Stored items from a collection:
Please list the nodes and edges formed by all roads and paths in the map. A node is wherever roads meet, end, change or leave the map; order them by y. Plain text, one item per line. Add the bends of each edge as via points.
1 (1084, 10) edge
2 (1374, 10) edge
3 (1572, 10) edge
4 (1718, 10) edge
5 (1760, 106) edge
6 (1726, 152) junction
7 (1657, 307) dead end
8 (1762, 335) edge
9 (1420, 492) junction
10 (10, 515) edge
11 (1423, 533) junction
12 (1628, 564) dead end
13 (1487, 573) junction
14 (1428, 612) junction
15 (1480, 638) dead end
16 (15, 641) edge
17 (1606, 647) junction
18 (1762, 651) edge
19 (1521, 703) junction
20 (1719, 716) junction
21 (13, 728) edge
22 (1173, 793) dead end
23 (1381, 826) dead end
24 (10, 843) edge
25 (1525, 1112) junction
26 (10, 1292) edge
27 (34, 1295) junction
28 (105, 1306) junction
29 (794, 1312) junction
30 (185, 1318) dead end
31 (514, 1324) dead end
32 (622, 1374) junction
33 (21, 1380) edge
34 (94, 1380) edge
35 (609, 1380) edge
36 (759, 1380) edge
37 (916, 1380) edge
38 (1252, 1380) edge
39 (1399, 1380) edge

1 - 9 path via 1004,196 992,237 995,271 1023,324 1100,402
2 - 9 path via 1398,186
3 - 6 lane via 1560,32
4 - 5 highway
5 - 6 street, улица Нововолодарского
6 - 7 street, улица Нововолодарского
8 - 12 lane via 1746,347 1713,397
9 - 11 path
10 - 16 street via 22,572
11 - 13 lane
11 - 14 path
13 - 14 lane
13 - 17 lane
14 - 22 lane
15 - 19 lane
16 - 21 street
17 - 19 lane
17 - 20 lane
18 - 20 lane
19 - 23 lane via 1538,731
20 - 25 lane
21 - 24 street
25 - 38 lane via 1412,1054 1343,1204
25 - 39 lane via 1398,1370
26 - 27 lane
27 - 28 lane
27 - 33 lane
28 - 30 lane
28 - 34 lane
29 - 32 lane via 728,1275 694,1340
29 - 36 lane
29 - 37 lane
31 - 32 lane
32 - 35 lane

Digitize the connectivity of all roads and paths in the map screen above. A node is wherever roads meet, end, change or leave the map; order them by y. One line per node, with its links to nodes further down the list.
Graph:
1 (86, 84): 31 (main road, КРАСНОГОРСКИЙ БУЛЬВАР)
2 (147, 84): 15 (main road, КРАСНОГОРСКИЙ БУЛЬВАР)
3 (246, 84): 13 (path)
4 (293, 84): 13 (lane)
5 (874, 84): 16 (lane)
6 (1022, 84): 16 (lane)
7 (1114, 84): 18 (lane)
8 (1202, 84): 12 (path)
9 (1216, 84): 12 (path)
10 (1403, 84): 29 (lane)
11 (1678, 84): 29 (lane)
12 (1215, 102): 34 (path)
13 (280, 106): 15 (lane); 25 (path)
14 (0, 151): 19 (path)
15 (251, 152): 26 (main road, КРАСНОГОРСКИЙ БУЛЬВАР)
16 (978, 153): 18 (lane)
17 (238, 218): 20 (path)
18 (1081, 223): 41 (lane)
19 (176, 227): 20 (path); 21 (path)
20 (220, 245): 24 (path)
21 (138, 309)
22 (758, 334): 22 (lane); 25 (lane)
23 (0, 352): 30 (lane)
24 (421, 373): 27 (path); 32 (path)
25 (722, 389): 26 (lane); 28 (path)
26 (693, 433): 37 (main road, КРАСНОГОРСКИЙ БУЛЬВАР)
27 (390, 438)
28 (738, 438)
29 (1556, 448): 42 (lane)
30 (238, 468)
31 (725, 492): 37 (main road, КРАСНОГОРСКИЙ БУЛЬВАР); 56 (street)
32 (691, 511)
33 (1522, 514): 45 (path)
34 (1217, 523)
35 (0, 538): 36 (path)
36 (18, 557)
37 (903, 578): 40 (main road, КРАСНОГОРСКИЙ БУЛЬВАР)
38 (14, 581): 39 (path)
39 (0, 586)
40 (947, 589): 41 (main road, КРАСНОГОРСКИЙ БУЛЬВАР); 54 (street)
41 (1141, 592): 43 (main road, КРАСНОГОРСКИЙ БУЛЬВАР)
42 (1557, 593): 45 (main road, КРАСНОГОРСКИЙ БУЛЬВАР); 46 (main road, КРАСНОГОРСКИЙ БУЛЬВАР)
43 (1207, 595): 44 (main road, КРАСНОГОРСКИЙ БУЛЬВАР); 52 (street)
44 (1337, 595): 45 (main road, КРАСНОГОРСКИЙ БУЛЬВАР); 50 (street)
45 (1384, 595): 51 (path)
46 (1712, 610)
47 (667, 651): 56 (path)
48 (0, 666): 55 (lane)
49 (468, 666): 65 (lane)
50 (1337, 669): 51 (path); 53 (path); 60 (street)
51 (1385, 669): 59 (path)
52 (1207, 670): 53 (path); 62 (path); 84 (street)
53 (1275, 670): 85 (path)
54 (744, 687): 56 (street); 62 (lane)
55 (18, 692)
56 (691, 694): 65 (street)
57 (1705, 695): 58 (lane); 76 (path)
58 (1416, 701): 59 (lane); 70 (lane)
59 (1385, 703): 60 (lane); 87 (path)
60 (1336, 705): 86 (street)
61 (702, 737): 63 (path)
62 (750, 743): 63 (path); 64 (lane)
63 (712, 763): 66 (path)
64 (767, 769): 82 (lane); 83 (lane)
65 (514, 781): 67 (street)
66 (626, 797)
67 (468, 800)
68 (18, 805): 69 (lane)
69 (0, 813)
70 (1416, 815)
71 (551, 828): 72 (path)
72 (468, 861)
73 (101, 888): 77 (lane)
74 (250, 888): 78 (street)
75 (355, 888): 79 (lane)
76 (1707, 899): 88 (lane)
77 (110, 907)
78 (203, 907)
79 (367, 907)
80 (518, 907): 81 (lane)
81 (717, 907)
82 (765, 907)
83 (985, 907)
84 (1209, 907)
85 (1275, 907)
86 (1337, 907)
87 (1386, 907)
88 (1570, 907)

:: AIM OF THE TASK ::
Every line in the data that holds the string "dead" should be copied.

:: RESPONSE AREA ::
7 (1657, 307) dead end
12 (1628, 564) dead end
15 (1480, 638) dead end
22 (1173, 793) dead end
23 (1381, 826) dead end
30 (185, 1318) dead end
31 (514, 1324) dead end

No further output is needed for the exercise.